Could you filter the data below down to the lines that hold the word "Beltway"?

Dataset records -
----
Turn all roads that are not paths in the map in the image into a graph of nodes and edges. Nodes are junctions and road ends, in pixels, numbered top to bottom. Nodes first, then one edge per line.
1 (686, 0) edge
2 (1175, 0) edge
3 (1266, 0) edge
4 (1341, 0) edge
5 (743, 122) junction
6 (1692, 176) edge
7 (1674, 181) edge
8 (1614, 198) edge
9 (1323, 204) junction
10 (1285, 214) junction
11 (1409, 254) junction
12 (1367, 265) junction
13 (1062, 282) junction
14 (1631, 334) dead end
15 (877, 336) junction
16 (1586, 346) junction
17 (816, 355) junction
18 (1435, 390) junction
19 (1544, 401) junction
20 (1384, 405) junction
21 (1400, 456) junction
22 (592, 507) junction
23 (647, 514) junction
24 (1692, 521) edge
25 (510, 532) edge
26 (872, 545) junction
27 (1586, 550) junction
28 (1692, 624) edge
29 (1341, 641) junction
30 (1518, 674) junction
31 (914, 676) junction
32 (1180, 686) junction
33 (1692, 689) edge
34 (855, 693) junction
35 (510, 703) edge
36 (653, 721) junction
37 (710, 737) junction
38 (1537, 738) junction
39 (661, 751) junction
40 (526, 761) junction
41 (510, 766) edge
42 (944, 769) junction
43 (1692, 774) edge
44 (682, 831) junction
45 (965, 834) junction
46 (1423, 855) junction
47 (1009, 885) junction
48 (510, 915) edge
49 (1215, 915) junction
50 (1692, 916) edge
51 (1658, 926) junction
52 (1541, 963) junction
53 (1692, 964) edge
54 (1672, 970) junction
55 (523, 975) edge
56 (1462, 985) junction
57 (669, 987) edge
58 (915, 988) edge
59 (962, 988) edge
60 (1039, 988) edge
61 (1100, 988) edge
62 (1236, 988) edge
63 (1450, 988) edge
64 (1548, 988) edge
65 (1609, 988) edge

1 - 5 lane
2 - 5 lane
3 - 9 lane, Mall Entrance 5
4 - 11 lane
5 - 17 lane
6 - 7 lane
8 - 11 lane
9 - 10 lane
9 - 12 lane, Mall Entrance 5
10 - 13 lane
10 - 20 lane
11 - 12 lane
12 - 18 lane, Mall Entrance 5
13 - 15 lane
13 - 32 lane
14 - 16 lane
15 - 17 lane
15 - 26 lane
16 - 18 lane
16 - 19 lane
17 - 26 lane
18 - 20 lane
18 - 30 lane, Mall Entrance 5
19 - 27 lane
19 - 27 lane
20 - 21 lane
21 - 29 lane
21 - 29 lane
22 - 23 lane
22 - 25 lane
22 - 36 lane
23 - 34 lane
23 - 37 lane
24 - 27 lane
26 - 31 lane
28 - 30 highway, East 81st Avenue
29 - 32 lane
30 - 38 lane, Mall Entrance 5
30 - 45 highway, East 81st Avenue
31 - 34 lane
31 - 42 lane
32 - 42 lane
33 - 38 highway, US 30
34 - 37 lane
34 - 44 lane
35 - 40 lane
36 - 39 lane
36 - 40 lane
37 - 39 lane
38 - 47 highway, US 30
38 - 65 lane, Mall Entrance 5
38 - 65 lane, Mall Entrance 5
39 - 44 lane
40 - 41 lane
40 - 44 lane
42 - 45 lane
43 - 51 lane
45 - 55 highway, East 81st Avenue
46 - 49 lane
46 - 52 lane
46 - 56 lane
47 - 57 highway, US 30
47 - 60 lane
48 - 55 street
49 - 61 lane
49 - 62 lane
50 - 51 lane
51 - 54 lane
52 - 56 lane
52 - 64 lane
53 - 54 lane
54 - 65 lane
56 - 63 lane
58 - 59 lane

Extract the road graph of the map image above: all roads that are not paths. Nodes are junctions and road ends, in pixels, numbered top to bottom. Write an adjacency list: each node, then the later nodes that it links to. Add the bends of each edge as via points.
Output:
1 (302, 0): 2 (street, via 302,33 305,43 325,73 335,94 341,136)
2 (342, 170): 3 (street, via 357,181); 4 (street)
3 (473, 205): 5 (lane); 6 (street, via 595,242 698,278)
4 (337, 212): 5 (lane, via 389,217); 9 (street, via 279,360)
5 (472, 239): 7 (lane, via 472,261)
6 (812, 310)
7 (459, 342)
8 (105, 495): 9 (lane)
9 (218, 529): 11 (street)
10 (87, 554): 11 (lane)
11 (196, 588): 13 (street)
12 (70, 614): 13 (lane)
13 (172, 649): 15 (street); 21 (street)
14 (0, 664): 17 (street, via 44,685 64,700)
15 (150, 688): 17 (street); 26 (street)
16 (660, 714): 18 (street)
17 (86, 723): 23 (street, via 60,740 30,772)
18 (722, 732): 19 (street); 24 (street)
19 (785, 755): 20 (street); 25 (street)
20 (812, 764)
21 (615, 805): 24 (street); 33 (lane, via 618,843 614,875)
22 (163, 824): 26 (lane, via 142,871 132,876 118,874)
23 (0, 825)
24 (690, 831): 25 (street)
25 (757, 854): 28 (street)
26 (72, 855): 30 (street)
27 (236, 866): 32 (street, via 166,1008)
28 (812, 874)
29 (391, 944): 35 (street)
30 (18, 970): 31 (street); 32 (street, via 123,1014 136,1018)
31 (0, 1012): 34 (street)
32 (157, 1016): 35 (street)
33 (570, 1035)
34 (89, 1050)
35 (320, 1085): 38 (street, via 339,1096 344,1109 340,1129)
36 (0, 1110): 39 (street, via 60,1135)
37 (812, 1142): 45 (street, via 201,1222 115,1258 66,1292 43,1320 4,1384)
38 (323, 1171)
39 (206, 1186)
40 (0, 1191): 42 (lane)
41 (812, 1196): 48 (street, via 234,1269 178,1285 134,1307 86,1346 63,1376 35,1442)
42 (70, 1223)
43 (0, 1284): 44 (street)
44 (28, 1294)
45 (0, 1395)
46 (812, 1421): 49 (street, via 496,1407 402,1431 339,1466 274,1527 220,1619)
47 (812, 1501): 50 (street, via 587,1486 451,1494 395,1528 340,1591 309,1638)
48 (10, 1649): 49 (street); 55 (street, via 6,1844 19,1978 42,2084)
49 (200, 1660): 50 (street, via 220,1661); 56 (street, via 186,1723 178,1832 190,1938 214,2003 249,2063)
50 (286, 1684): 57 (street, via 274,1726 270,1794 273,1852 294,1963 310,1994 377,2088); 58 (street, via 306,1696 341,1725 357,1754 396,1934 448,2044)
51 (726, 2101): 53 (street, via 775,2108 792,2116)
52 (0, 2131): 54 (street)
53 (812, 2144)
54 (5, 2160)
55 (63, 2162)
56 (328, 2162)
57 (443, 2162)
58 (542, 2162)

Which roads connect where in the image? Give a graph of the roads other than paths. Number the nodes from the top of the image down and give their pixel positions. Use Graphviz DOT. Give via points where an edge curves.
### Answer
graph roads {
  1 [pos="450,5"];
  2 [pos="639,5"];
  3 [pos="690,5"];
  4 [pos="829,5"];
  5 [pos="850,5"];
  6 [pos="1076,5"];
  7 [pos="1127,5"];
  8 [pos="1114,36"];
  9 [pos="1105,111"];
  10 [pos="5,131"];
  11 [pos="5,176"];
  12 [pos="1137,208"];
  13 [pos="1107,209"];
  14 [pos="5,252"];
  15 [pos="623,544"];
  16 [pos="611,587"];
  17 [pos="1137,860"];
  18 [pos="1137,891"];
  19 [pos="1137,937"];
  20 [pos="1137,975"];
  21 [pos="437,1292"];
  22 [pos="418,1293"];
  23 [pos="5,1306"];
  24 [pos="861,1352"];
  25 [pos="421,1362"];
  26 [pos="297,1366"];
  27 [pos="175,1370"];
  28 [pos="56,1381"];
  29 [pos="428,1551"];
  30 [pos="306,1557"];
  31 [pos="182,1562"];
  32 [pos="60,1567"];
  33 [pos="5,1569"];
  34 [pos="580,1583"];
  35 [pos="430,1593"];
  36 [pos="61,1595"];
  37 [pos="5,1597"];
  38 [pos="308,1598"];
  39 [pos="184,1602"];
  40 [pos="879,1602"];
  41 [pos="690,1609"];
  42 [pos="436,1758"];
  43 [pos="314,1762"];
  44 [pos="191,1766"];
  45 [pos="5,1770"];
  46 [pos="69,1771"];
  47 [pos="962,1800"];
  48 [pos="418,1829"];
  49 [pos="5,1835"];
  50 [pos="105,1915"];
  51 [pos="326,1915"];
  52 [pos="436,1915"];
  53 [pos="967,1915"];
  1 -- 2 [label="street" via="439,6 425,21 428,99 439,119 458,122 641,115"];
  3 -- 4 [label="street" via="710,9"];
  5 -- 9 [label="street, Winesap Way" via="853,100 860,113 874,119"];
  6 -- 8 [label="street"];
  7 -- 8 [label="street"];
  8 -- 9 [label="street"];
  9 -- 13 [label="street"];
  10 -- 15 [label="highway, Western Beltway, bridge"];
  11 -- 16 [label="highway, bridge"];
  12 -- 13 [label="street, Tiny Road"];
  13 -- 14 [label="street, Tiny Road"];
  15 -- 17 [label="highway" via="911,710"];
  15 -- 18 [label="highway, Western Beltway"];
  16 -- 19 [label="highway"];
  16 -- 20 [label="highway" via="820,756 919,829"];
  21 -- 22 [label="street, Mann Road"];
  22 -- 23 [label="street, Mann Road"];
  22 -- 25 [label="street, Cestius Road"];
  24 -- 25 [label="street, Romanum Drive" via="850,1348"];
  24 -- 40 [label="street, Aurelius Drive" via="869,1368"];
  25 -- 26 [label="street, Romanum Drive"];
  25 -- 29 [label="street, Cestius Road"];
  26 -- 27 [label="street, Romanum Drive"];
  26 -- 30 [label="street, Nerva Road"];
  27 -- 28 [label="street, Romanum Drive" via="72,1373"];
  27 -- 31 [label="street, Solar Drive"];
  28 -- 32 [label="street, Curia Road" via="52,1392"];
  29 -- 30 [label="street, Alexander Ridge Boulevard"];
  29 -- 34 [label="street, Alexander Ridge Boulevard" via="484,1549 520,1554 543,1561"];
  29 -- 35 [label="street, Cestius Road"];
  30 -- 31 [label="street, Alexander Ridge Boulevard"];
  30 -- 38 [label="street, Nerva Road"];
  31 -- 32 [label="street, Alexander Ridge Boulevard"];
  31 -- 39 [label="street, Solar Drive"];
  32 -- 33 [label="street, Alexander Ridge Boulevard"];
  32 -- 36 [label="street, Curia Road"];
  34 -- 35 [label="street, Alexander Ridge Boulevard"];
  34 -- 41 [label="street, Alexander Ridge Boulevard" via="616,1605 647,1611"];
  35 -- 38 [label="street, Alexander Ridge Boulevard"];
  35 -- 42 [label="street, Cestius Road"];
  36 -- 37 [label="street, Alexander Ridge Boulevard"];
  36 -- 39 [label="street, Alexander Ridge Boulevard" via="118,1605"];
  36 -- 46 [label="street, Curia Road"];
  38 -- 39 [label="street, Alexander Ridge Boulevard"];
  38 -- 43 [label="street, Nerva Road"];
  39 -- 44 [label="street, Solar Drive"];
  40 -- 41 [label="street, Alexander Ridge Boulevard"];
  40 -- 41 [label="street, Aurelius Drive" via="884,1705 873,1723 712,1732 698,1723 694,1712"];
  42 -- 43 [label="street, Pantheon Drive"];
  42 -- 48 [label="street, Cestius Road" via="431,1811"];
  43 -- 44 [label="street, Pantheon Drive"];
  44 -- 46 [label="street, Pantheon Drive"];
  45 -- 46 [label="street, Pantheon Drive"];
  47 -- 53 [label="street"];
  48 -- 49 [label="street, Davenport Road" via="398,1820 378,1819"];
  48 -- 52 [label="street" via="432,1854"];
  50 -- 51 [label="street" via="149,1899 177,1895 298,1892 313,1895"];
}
----
Task result -
  10 -- 15 [label="highway, Western Beltway, bridge"];
  15 -- 18 [label="highway, Western Beltway"];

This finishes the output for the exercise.